A beekeeping hobby develops into a commercial operation supported by a greenhouse and the surrounding community
NEW SAREPTA, Alta. — What began as a calming hobby for Will Munsey has led to community connections, a new business and delicious mead.
Munsey began with two beehives and slowly expanded to 12. To deal with the sweet success of his hobby, he needed a use for the excess honey and made his first batch of mead.
“At the back of my mind I thought I would like to do something on my own land. I was making mead and giving it away. I had no intention of becoming a mead maker,” said Munsey at his new Old Station Honey and Mead in New Sarepta.
He experimented with recipes, gave away bottles of mead and created new recipes for honey and for the fruit he and his wife, Mika, grow at New Sarepta Gardens greenhouse and saskatoon berry farm.
In 2019, Munsey leased the old fire station building from Leduc County after a new fire hall was built next door. He convinced the councillors that visitors needed a reason to turn off the highway and drive into New Sarepta.
“We have nothing here. A hairdresser and a small store. There is nothing new and interesting, and mead is interesting. This is good for the community, it is good for business, it is agritourism that will bring people off the highway and add some variety for New Sarepta,” he said.

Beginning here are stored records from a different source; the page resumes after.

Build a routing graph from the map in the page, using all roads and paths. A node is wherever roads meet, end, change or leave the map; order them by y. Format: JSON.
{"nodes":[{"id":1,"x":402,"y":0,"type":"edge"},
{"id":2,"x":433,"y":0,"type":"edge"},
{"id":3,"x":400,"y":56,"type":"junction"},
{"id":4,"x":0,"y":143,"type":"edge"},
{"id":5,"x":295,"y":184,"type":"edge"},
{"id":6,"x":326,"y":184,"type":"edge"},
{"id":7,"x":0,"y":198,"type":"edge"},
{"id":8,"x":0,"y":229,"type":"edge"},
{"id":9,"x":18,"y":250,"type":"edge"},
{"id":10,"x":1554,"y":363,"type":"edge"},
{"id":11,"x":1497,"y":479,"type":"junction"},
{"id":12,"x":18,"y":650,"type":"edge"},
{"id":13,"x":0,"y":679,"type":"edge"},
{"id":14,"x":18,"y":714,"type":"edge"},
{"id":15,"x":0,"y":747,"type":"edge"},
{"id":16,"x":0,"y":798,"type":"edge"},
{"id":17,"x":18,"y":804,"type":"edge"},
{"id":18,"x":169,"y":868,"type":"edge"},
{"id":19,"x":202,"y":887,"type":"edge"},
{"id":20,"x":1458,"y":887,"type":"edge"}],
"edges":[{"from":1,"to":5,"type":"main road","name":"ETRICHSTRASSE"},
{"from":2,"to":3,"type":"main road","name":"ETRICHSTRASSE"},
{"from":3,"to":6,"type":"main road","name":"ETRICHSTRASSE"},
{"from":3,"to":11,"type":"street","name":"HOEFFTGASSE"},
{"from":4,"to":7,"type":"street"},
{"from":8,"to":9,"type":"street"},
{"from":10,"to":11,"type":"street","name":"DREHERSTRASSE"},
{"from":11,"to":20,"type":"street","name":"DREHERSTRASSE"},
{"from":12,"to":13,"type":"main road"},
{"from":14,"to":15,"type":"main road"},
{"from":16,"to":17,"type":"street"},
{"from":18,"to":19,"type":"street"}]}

The old firehall training room has been transformed into a tasting room with the potential to offer food and snacks to visitors. The old fire truck bays are packed with boxes of mead, shiny steel vessels, a bottling area and a new community space.
The community space has been booked for a small wedding and was already host to a paint night. This spring Munsey hopes the New Sarepta high school graduates and their families will sip a glass of mead instead of drifting away after the ceremonies.
“We can put the junior band in here and open the door and have a cacophony of noise.”
Once he received the appropriate permissions from government liquor agencies and the county, Munsey hired a Nova Scotia wine consultant to help him design the facility and order the specialized equipment. Eventually, they hope to make 1,000 bottles of mead per week.
Next, Munsey reached out to family, friends and neighbours to help fund his new business. Small donors are recognized on a wall of fame. Others donated $400 to name the mead vessels, a move that also gains them a bottle of mead from all future batches.
Two varieties are already named in honour of people who have died.
“These mean something to me,” said Munsey.
The vessel Harrison’s Orange Jacket was named by a school friend who won a lottery, liked what Munsey was doing and needed a place to donate money. The vessel name honours a mutual friend, Harrison, who always wore an orange jacket.
When Munsey asked the community for rhubarb for a new mead, more than 900 pounds were dropped off at the station. Bags of rhubarb hung from the door when he arrived in the morning. One person donated 100 lb. already washed and cut.
In recognition of the donations, the mead was named The People’s Barb.

The sparkling Ministic mead is named after the local Ministik bird sanctuary. Miquelon is made with raspberries and is named after the nearby Miquelon Provincial Park. Tire and Girdle is named after the former Edmonton Journal cartoonist Yardley Jones’ fictitious New Sarepta business the Tire and Girdle Factory.
In his old, smaller vessels, Munsey makes experimental batches of mead that one day may be made in the larger vessels. He is now experimenting with mead made from tomatoes and another from the leaves of a Japanese herb plant called Shiso.
“When I drink that, I know there is something I can do with that. I am not sure what it is yet. We are still four or five months away from doing something.”
The experiment with Shiso is influenced by Munsey and his wife’s time in Japan and Hong Kong. For 15 years Munsey lived in Japan, met Mika, and began a family. After five years in Hong Kong, living on the 19th floor of an apartment building, the family believed their future was in Canada.
In 2006, they bought a small berry farm with an old greenhouse and an old house.
“We loved it. We didn’t know anything about growing flowers, but my grandparents in Edson had a greenhouse and my mom helped us. I didn’t know a petunia from a daffodil. Mika just took to it. She just loves it.”
Now, 18 years later, they have started the next step in making mead and developing an agritrourism location.
“We’re in for an adventure. The building of it is taking longer than I dreamed and is more expensive than I dreamed, but perhaps more exciting than I hoped.”